▶ **REQUIREMENT**:
In the entries that follow, find the line containing "index pip: (183, 114)"; from there, copy every line exactly through the line containing "thumb mcp: (166, 240)".

[Excerpts from a dataset]

-.-.-

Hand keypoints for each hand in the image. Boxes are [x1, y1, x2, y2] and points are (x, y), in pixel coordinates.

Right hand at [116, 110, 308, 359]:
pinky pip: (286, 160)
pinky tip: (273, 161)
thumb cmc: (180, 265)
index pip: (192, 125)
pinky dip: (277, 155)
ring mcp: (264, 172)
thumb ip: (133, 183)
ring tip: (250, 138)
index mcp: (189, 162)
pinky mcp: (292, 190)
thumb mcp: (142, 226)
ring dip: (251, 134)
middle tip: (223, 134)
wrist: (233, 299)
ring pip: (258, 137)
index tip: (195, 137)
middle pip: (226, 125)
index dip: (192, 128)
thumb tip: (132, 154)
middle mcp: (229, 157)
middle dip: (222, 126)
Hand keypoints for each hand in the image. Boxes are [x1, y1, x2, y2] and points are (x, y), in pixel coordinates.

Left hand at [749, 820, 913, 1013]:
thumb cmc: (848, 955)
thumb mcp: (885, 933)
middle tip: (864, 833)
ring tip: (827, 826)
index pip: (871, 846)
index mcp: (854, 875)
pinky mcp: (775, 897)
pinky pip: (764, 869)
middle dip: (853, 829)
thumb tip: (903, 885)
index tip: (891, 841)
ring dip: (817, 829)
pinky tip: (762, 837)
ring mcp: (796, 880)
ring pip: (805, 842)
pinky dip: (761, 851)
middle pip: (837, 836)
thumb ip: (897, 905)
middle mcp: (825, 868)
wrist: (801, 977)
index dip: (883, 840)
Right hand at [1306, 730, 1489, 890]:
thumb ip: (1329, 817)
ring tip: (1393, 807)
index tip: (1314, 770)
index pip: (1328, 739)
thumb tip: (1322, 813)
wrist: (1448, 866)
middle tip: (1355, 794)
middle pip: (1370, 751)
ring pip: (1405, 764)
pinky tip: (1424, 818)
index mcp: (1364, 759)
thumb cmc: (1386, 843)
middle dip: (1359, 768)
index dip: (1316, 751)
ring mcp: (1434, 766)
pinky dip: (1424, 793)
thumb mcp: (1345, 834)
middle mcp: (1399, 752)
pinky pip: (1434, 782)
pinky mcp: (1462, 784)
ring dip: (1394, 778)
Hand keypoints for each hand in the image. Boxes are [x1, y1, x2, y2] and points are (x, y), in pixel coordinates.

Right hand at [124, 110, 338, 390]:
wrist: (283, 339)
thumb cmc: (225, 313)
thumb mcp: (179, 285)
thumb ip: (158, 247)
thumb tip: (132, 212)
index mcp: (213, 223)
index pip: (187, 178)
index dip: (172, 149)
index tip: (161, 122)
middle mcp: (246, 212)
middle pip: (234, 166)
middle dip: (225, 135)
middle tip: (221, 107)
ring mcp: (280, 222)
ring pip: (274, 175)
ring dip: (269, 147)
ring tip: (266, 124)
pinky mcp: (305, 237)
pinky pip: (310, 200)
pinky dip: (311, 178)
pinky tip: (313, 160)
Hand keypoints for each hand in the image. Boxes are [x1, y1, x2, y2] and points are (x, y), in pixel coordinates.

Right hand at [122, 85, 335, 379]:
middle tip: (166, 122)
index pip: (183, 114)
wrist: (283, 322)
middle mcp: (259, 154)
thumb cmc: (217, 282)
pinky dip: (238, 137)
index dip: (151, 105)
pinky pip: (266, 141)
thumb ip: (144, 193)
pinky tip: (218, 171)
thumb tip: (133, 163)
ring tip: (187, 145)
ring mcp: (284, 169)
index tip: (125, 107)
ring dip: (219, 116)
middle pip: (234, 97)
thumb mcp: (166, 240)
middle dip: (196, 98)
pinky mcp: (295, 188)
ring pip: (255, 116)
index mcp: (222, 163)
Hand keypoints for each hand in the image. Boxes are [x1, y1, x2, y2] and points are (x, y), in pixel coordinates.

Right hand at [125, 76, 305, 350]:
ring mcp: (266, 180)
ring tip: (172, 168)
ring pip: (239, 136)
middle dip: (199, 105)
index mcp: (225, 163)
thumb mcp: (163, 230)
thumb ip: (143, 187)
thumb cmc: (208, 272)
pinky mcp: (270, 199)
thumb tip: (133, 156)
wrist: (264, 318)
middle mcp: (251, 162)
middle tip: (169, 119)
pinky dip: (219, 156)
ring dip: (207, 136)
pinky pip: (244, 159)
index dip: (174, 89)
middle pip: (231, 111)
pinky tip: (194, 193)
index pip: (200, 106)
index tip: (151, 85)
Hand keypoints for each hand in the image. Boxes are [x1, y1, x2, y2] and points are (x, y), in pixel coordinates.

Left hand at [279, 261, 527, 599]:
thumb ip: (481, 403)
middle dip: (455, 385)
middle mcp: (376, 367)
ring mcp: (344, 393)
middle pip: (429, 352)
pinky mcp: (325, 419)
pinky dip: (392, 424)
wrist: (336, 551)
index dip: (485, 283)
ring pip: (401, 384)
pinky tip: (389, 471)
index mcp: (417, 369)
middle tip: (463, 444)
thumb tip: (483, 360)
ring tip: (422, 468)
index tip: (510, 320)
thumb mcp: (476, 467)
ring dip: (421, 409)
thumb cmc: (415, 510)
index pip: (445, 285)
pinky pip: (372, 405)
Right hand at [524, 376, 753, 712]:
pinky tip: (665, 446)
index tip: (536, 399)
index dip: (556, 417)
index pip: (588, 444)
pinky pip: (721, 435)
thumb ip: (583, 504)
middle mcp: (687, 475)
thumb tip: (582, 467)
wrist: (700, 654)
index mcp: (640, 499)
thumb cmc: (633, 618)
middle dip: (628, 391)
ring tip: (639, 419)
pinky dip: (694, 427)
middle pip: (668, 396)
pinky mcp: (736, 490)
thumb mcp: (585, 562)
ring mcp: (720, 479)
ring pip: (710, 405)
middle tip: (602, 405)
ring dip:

-.-.-

▶ **SOLVED PROBLEM**:
index pip: (183, 114)
wrist: (283, 322)
middle mcp: (259, 154)
thumb cmc: (217, 282)
pinky dip: (238, 137)
index dip: (151, 105)
pinky pip: (266, 141)
thumb ip: (144, 193)
pinky tip: (218, 171)
thumb tip: (133, 163)
ring tip: (187, 145)
ring mcp: (284, 169)
index tip: (125, 107)
ring dip: (219, 116)
middle pip: (234, 97)
thumb mcp: (166, 240)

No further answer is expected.